Firstly, here’s a little extra information from our lab in Slovakia.
They report that the variants they have analyzed use a custom packer that makes multiple calls to the graphical user interface API (Application Programming Interface, presumably in order to fool emulators and analysts into thinking they are dealing with a standard application. The Hexzone family has been with us for quite a while, and ESET has developed over that time a pretty effective generic detection algorithm for existing and new variants: hence the fact that our scanners were one of the few to detect Win32/Hexzone.AP proactively at the time Finjan first made their announcement.
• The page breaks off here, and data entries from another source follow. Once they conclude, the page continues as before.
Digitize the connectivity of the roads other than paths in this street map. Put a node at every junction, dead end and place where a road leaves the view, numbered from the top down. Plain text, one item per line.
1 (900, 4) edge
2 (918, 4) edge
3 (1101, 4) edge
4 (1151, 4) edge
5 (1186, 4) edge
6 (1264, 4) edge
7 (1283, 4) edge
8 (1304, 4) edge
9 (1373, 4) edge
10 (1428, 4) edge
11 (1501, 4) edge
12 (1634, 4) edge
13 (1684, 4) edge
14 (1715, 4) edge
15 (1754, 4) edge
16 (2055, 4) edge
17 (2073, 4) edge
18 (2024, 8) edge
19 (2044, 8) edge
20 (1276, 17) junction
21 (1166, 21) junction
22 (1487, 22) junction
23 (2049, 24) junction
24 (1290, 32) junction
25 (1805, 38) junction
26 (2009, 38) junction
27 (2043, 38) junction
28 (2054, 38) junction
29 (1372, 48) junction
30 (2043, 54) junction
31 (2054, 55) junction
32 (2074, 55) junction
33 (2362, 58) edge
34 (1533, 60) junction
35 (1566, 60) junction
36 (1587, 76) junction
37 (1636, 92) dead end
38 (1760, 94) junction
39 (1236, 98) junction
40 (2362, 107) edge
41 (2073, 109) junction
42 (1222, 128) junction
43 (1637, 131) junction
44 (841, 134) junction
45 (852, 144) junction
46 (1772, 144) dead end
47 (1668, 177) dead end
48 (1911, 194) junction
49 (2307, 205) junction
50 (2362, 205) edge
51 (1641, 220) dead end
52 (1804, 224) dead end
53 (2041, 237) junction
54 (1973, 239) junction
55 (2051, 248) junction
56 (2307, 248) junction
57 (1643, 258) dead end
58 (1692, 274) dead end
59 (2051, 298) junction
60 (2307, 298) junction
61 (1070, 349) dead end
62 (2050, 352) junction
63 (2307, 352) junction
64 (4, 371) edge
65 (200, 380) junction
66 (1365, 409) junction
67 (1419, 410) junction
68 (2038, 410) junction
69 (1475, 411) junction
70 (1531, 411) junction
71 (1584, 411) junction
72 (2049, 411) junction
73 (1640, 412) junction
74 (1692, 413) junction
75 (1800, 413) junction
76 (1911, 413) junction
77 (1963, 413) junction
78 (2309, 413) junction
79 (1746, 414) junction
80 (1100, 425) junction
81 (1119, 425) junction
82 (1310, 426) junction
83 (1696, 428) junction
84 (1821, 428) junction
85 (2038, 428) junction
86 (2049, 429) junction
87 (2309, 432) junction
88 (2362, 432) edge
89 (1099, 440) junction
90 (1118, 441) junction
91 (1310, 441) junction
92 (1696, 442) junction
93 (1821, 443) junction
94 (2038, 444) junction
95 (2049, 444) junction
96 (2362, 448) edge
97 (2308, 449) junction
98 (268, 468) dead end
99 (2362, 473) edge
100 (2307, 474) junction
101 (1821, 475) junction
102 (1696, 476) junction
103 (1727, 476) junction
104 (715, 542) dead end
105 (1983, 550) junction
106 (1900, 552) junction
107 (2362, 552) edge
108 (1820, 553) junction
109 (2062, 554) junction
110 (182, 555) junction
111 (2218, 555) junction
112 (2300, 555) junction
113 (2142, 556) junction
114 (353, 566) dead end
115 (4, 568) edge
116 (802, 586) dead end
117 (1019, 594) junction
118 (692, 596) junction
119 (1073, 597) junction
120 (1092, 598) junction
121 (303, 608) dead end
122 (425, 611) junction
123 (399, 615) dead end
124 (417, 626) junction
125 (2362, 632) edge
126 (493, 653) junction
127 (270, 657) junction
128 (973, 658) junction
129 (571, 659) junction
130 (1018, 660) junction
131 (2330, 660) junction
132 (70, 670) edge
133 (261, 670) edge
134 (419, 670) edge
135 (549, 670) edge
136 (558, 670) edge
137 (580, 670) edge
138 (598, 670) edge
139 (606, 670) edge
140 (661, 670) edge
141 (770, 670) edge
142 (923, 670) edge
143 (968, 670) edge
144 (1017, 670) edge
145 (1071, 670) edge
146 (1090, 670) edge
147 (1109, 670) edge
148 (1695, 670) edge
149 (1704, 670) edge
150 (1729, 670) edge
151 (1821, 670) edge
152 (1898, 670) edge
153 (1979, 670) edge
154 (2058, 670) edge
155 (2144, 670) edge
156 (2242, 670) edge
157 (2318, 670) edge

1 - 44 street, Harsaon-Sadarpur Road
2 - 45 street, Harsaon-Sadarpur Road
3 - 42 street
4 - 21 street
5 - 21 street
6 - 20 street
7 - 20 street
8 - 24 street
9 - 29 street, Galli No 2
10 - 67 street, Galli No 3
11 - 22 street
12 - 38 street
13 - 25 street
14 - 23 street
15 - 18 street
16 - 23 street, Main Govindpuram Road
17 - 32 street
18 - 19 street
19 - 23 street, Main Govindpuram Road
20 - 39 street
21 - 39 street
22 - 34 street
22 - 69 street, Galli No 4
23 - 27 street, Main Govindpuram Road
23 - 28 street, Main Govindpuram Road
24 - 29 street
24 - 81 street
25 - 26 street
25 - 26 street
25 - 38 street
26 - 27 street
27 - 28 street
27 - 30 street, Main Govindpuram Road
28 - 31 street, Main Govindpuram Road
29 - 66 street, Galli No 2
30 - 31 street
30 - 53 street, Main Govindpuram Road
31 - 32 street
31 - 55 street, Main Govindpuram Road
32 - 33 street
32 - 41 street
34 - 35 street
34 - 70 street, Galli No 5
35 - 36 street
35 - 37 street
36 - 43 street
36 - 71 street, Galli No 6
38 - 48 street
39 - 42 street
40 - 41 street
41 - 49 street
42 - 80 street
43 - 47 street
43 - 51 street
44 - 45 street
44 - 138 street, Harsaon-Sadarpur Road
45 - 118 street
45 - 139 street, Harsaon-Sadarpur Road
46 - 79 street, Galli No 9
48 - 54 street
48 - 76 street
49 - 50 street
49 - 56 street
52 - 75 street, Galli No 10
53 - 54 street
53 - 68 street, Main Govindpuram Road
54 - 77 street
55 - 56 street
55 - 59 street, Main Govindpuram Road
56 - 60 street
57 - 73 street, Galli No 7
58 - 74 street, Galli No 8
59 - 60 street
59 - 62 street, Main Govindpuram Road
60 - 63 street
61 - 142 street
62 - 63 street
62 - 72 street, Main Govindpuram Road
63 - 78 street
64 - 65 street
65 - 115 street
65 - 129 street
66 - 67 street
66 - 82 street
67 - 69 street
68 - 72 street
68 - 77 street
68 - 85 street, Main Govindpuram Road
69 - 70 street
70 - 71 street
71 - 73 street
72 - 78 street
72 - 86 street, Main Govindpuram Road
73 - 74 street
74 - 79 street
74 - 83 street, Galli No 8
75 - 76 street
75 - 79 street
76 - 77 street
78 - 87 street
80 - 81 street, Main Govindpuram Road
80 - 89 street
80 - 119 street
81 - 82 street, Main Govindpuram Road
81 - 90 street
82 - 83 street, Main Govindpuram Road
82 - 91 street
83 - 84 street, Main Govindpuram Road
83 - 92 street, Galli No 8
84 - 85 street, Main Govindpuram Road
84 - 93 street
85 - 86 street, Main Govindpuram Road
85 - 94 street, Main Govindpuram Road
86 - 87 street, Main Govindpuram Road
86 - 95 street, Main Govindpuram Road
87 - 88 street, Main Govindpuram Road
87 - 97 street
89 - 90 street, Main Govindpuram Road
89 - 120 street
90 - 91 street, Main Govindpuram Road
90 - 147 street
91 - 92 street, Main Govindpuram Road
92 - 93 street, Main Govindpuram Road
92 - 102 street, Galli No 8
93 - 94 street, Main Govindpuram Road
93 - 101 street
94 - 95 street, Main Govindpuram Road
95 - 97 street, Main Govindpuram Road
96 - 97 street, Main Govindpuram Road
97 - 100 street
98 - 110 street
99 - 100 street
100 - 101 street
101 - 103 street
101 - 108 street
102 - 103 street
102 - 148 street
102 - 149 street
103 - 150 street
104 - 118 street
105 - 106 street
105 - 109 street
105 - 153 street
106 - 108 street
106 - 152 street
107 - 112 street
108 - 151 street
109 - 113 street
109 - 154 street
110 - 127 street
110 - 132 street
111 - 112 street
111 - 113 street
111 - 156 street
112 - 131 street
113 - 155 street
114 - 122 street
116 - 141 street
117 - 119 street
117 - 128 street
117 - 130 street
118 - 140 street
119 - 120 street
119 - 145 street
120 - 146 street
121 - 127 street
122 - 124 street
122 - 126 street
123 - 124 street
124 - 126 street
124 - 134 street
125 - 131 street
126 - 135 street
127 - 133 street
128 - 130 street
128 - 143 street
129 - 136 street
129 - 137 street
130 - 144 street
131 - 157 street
However, as we’ve previously mentioned, our threat tracking system ThreatSense.Net® doesn’t suggest that Hexzone is responsible all by itself for the 1.9 million botnet that Finjan claim to have seen.
Atif Mushtaq, whom we cited at length in a later blog, has also made a convincing case in his responses to the first blog that "Hexzone along with other trojan like Win32.AutoIt seems only the secondary download." He also talked with representatives of Finjan at RSA, but they were unwilling or unable to tell him the name of the original bot that downloaded the other malware associated with this incident, claiming that they couldn’t do so because they were working with law enforcement agencies.
In the meantime, Russian readers may be interested to know that (as we’ve learned from Richard Wang of Sophos) that Dr. Web have produced a tool that can work out the unlock code generated by ransomware also associated with this group of threats.